マヌーバーだと見る見解は小沢らの都合でその政策転換をいつでも捨てる(捨てられる)と認識していますが、もはや小沢らもそれほど国民から自由ではありえないのです。小沢の大連立騒動の顛末がその”しばり”をよく示しています。その政策を捨てれば、いっぺんに民主党支持者は離反するでしょう。」
90年代前半の段階で、日本において普通選挙、秘密投票による自由選挙が確立、定着していたことは疑い得ないことのように思われる。同時に、そのような選挙によって構成された議会(国会)を通じて政治が動いていく近代的な議会制がすでに確立、定着していた事も、疑い得ないことのように思われる。であるならば今日の「小沢民主党」に限らずだれしもが、90年代前半においても「権力闘争に勝利するには広範な国民の一票を集めなければならず、国民の要求をその政策に取り入れなければならない」だろうし、ゆえに「そこに小沢ら」も含めた当時の議員たち「に対する国民の登場の証し、国民の”しばり”が現れてい」るであろうこと、当時の「小沢らも」含めた議員たちが「それほど国民から自由ではありえない」であろうこと、以上について90年代前半と07年以降の現在との間に、決定的な差異は認められないものと思われる。

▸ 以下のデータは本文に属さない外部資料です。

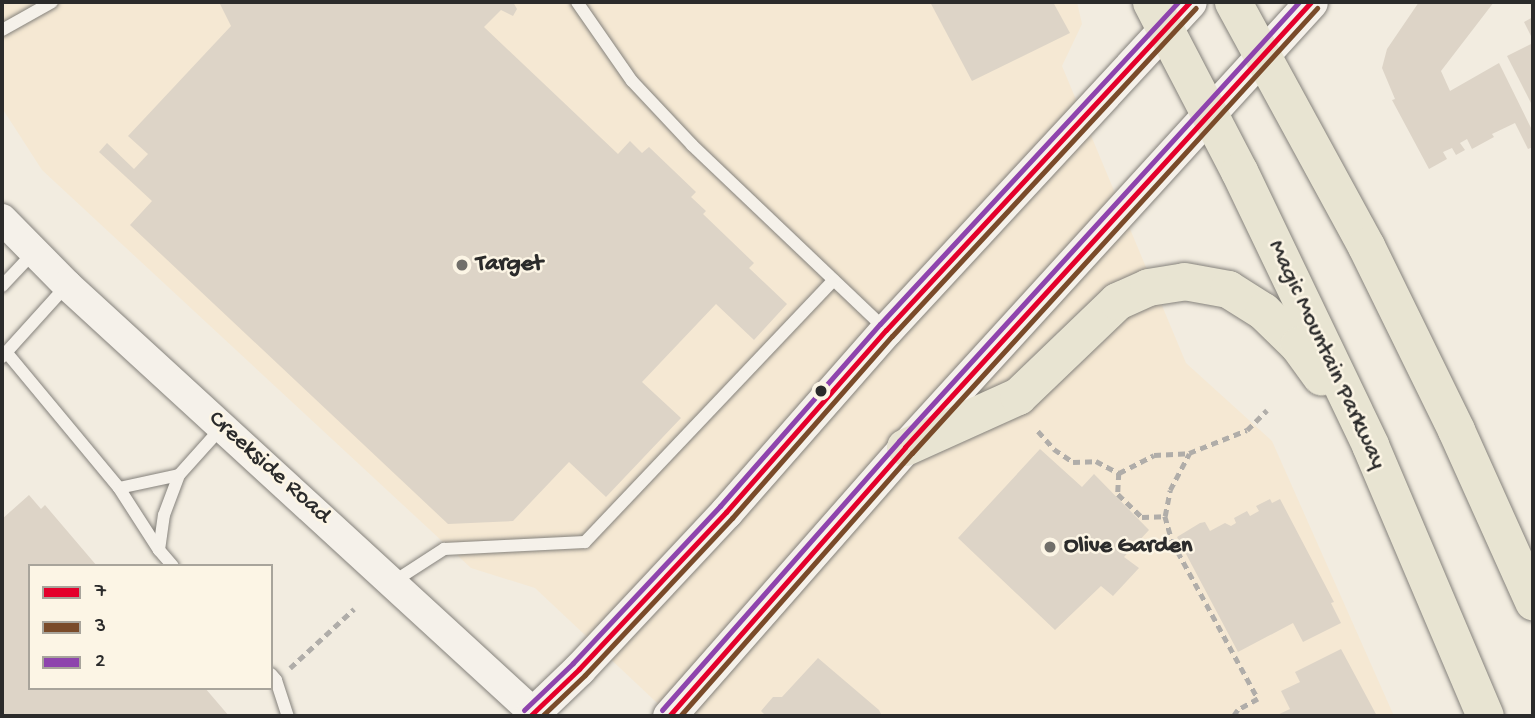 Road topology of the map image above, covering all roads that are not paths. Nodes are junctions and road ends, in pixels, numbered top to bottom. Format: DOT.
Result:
graph roads {
  1 [pos="51,2"];
  2 [pos="577,2"];
  3 [pos="1190,2"];
  4 [pos="1233,2"];
  5 [pos="1311,2"];
  6 [pos="1158,16"];
  7 [pos="2,30"];
  8 [pos="1263,56"];
  9 [pos="1209,116"];
  10 [pos="2,219"];
  11 [pos="33,253"];
  12 [pos="834,280"];
  13 [pos="67,285"];
  14 [pos="2,286"];
  15 [pos="886,330"];
  16 [pos="4,355"];
  17 [pos="223,426"];
  18 [pos="1370,445"];
  19 [pos="905,447"];
  20 [pos="178,475"];
  21 [pos="119,488"];
  22 [pos="159,550"];
  23 [pos="171,564"];
  24 [pos="393,582"];
  25 [pos="1533,601"];
  26 [pos="273,676"];
  27 [pos="534,715"];
  28 [pos="288,716"];
  29 [pos="669,716"];
  30 [pos="1485,716"];
  1 -- 7 [label="lane"];
  2 -- 12 [label="lane"];
  3 -- 6 [label="main road"];
  4 -- 8 [label="main road"];
  5 -- 8 [label="main road"];
  6 -- 9 [label="main road, Magic Mountain Parkway"];
  6 -- 15 [label="main road"];
  8 -- 9 [label="main road"];
  8 -- 25 [label="main road"];
  9 -- 18 [label="main road, Magic Mountain Parkway"];
  9 -- 19 [label="main road"];
  10 -- 11 [label="street, Creekside Road"];
  11 -- 13 [label="street, Creekside Road"];
  11 -- 14 [label="lane"];
  12 -- 15 [label="lane"];
  12 -- 24 [label="lane"];
  13 -- 16 [label="lane"];
  13 -- 17 [label="street, Creekside Road"];
  15 -- 27 [label="main road"];
  16 -- 21 [label="lane"];
  17 -- 20 [label="lane"];
  17 -- 24 [label="street, Creekside Road"];
  18 -- 19 [label="main road"];
  18 -- 30 [label="main road, Magic Mountain Parkway"];
  19 -- 29 [label="main road"];
  20 -- 21 [label="lane"];
  20 -- 22 [label="lane"];
  21 -- 22 [label="lane"];
  22 -- 23 [label="lane"];
  24 -- 27 [label="street, Creekside Road"];
  26 -- 28 [label="lane"];
} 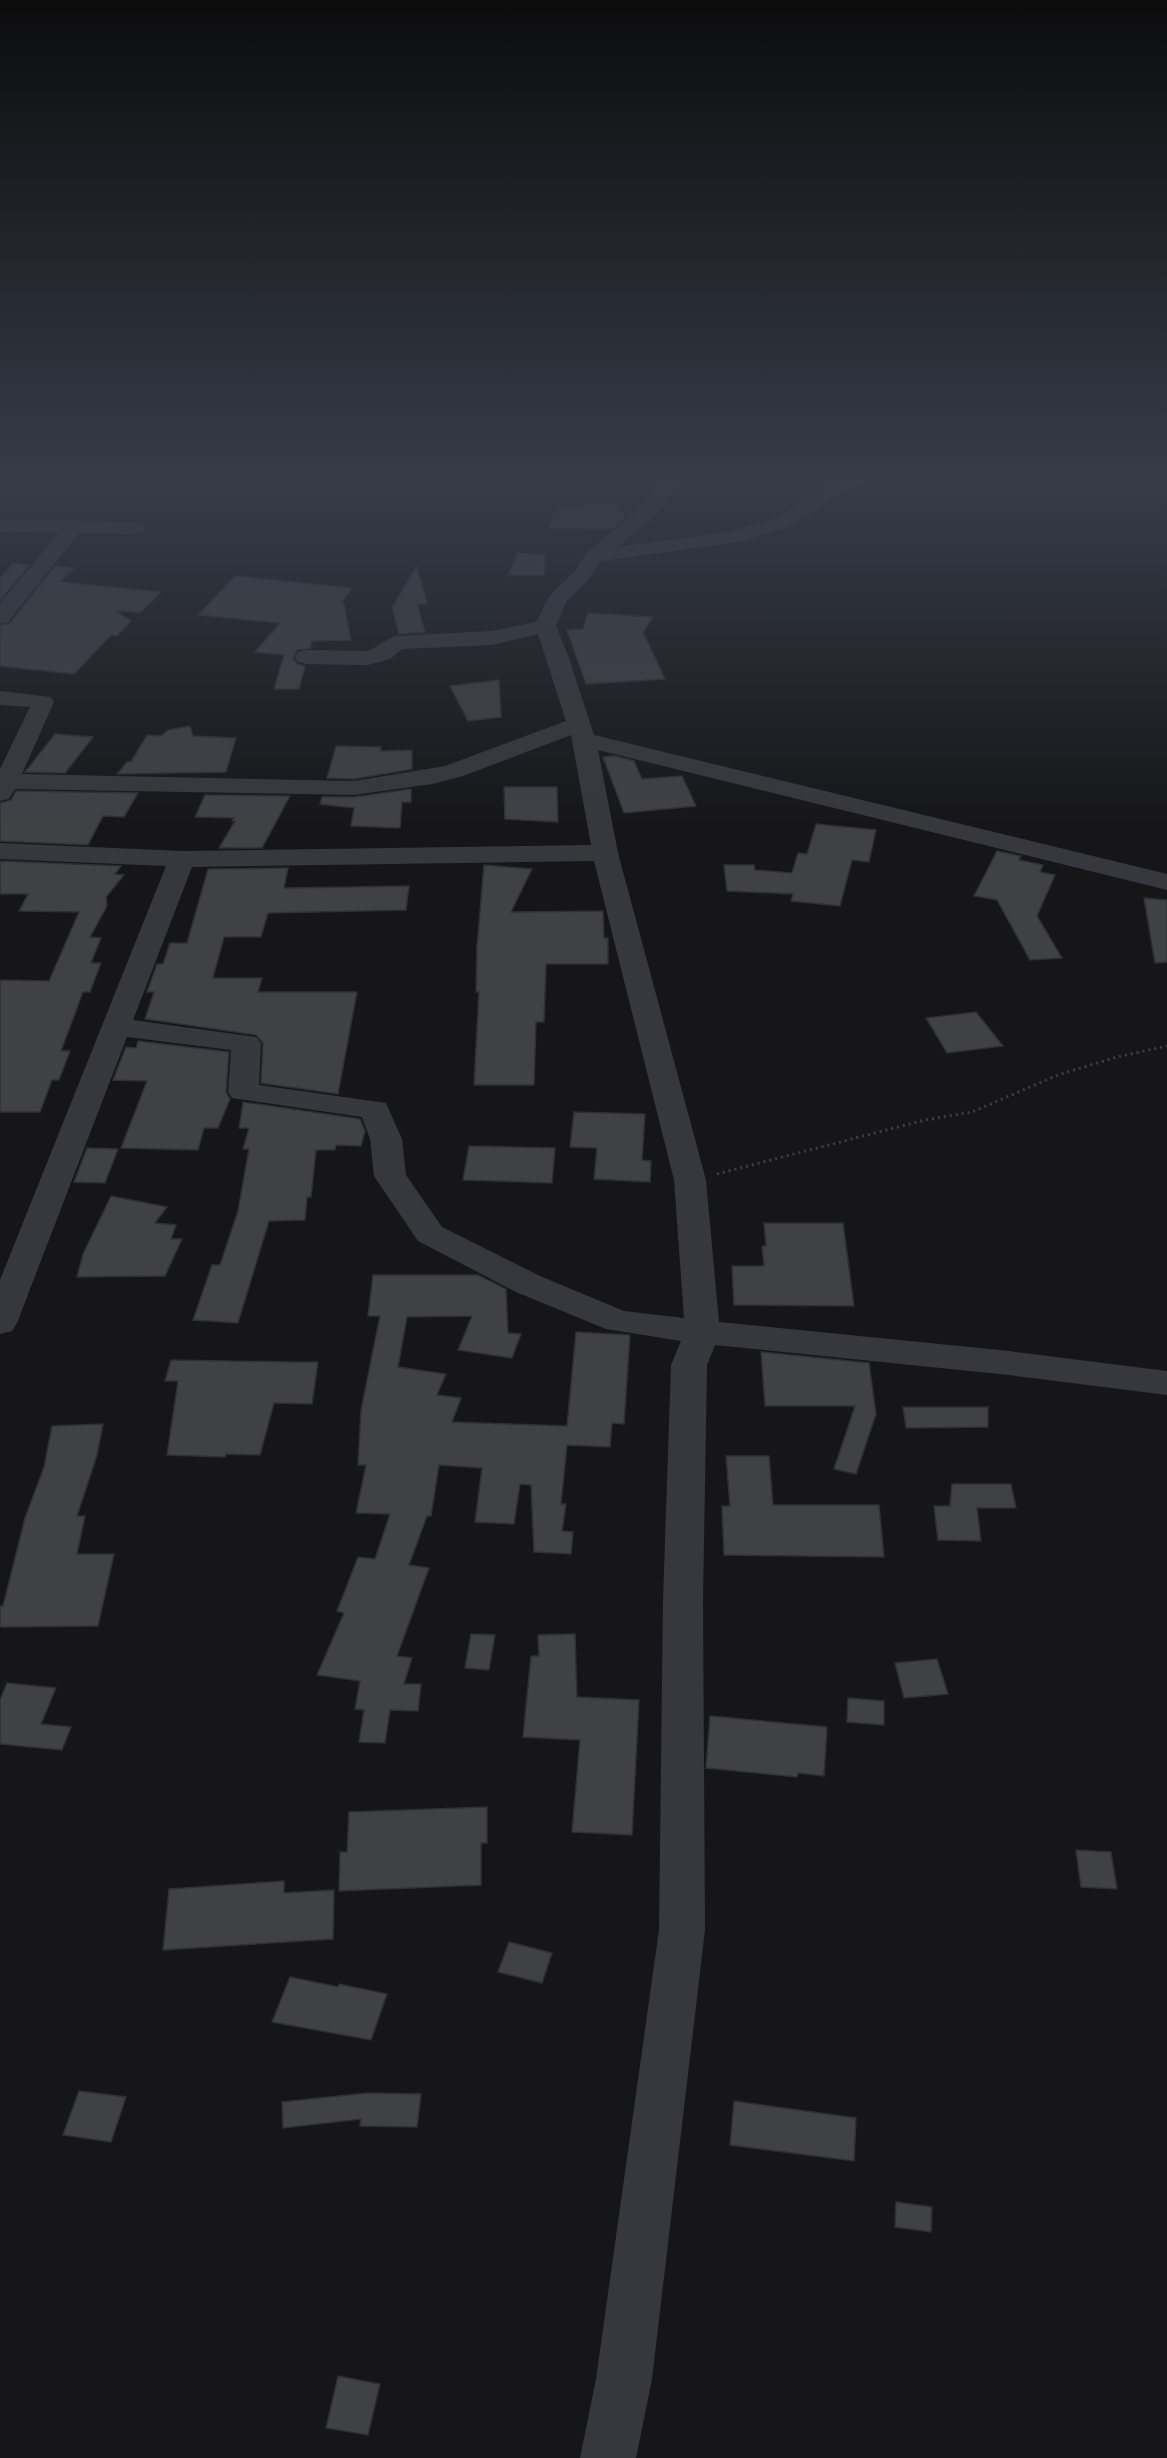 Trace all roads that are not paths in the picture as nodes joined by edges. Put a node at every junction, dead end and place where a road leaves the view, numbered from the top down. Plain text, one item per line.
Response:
1 (15, 599) edge
2 (557, 599) edge
3 (0, 617) edge
4 (545, 626) junction
5 (306, 657) dead end
6 (0, 698) edge
7 (583, 738) junction
8 (3, 788) edge
9 (0, 851) edge
10 (605, 853) junction
11 (182, 859) junction
12 (1167, 882) edge
13 (115, 1027) junction
14 (0, 1323) edge
15 (702, 1332) junction
16 (1167, 1383) edge
17 (608, 2458) edge

1 - 3 street
2 - 4 street
4 - 5 street
4 - 7 street
6 - 8 street
7 - 8 street
7 - 10 street
7 - 12 street
9 - 11 street
10 - 11 street
10 - 15 street
11 - 13 street
13 - 14 street
13 - 15 street
15 - 16 street
15 - 17 street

例えば、「小沢の大連立騒動の顛末」を、原氏が言うように07年以降の「政治変化」における「国民の登場の証し、国民の”しばり”」を「よく示してい」る出来事として見るならば、90年代前半の「政治変化」における当時の細川総理の<国民福祉税構想>の「顛末」(深夜の記者会見での唐突な発表と瞬く間の頓挫)を「政界というコップの中の騒ぎ(政界再編)で政治を動かしていく」こととは違った「国民の登場の証し、国民の”しばり”」を「よく示してい」る出来事として見ることに何か不都合があるだろうか?

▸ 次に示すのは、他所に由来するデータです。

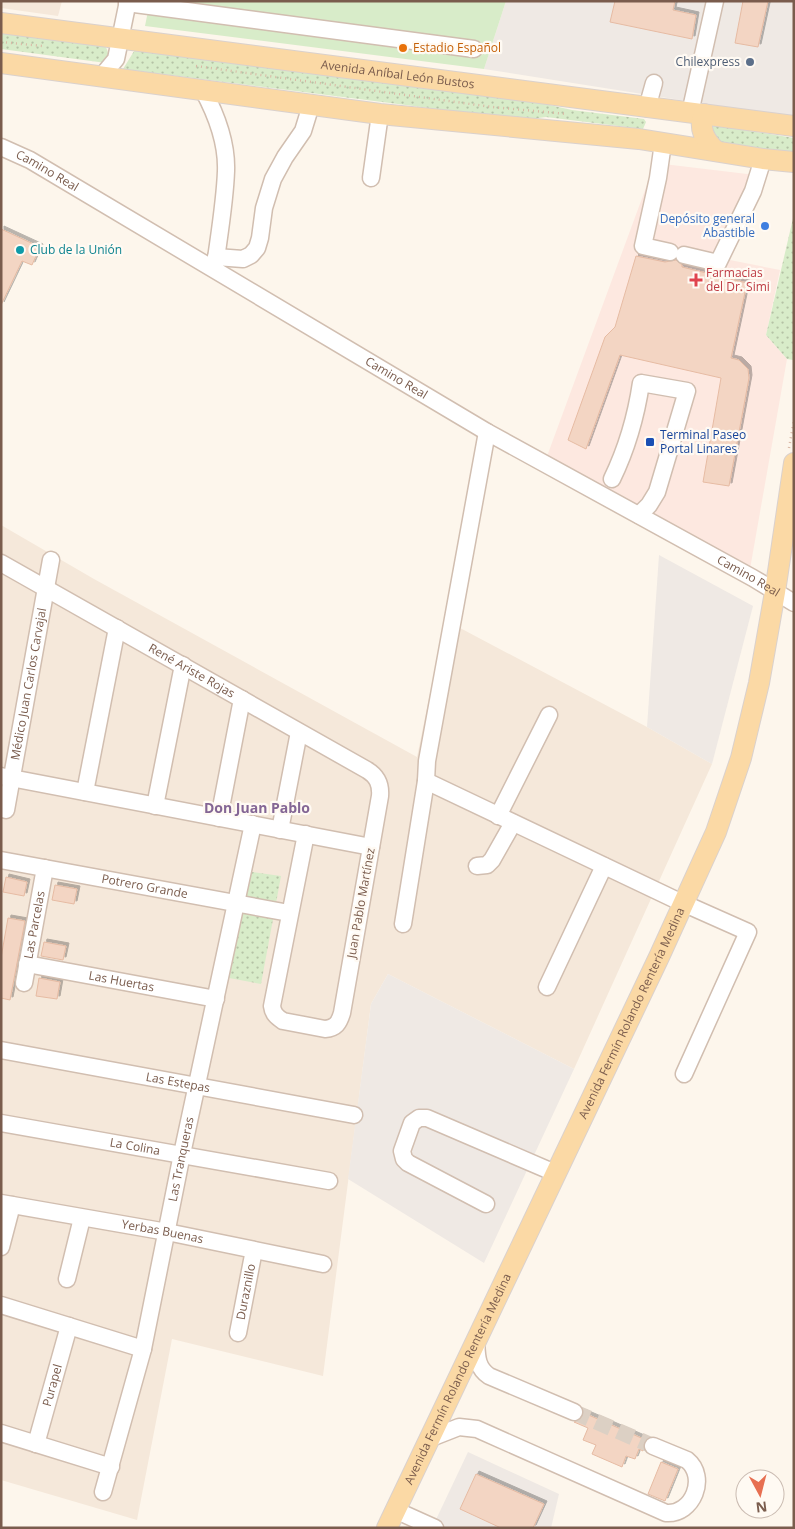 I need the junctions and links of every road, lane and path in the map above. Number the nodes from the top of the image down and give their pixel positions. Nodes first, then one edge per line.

以上をふまえて考えれば、少なくとも、「1989年のバブル崩壊があっても家計所得は(97年まで)増え続けて」いたことや、91年の政府債務が07年の約四分の一であったこと等をもってして、「90年代前半の政治変化」においては「広範な国民」は「登場」していなかった、と「示唆する」にはかなりの無理があるように思われる。と言うか、なぜこの二つの「指標」が、「広範な国民」が「登場」したりしなかったりと言うことを「示唆する」ものとなるのか、原氏の投稿を読んでもまったく明らかにならない。ごく単純に、素直に考えるなら、家計所得の増減の推移や政府債務の増加(とそれに伴う社会保障の切り捨て、負担増)といったことは―「広範な国民」の政治への「登場」それ自体の<有無>ではなしに―「広範な国民」の、政治に「登場」するに当たっての志向に変化を及ぼしたであろうことを「示唆する」ものである、等と言うのが妥当なところではなかろうか(注1)。これなら、例えば90年代前半の「広範な国民」は、その「登場」に当たって、「小沢ら」国会議員たちに対し<政治改革>の遂行という、自らの日常生活とは距離のある事柄に対して主に「しばり」をかけたのに対し、07年の「広範な国民」は、今度は「生活が第一」と言うテーマで同じ行動にでたのだ、といったことを、先ほどの「指標」から「示唆」出来そうである。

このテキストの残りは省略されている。